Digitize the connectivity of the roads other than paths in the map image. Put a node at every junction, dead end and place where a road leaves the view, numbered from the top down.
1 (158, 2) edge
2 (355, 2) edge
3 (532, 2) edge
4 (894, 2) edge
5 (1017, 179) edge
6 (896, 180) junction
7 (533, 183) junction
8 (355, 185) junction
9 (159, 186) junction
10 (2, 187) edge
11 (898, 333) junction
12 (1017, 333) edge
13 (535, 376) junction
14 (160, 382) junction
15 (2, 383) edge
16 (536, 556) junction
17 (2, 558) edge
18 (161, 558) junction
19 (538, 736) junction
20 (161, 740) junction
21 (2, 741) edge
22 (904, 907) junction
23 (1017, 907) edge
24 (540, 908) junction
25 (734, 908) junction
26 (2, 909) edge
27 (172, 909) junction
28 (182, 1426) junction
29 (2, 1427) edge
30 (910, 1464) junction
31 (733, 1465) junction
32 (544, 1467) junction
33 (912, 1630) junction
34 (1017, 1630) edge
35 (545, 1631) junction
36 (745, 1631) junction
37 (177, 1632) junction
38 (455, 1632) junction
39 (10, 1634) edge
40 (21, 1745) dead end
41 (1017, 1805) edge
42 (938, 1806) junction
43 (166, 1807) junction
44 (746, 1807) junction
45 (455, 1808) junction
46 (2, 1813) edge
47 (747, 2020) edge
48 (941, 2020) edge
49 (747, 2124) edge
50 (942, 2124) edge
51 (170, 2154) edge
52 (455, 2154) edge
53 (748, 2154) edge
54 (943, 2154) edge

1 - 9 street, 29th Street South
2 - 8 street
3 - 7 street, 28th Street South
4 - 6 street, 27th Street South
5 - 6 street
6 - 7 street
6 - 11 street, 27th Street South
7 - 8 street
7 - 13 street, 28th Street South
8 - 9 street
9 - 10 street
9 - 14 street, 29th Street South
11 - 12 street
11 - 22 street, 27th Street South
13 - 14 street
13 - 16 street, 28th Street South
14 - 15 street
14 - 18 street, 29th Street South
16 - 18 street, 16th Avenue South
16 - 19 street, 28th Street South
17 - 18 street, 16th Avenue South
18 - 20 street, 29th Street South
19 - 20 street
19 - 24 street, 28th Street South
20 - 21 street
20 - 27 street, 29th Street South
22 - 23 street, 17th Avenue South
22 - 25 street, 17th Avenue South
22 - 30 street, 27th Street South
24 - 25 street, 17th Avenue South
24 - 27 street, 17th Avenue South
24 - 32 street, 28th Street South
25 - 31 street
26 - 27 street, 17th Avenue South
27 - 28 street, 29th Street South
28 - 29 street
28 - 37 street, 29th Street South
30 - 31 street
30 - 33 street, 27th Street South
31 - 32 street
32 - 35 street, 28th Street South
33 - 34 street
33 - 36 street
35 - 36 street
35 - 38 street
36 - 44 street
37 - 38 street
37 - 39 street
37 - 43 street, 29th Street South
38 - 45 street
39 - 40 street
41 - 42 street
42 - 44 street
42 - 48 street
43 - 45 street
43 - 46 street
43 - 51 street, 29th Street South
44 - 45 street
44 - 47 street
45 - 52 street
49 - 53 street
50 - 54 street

▬▬▬

**What the exercise asks**: Lines with "dead" in the listing above: state how many there are, and nothing else.

**Response area**: 2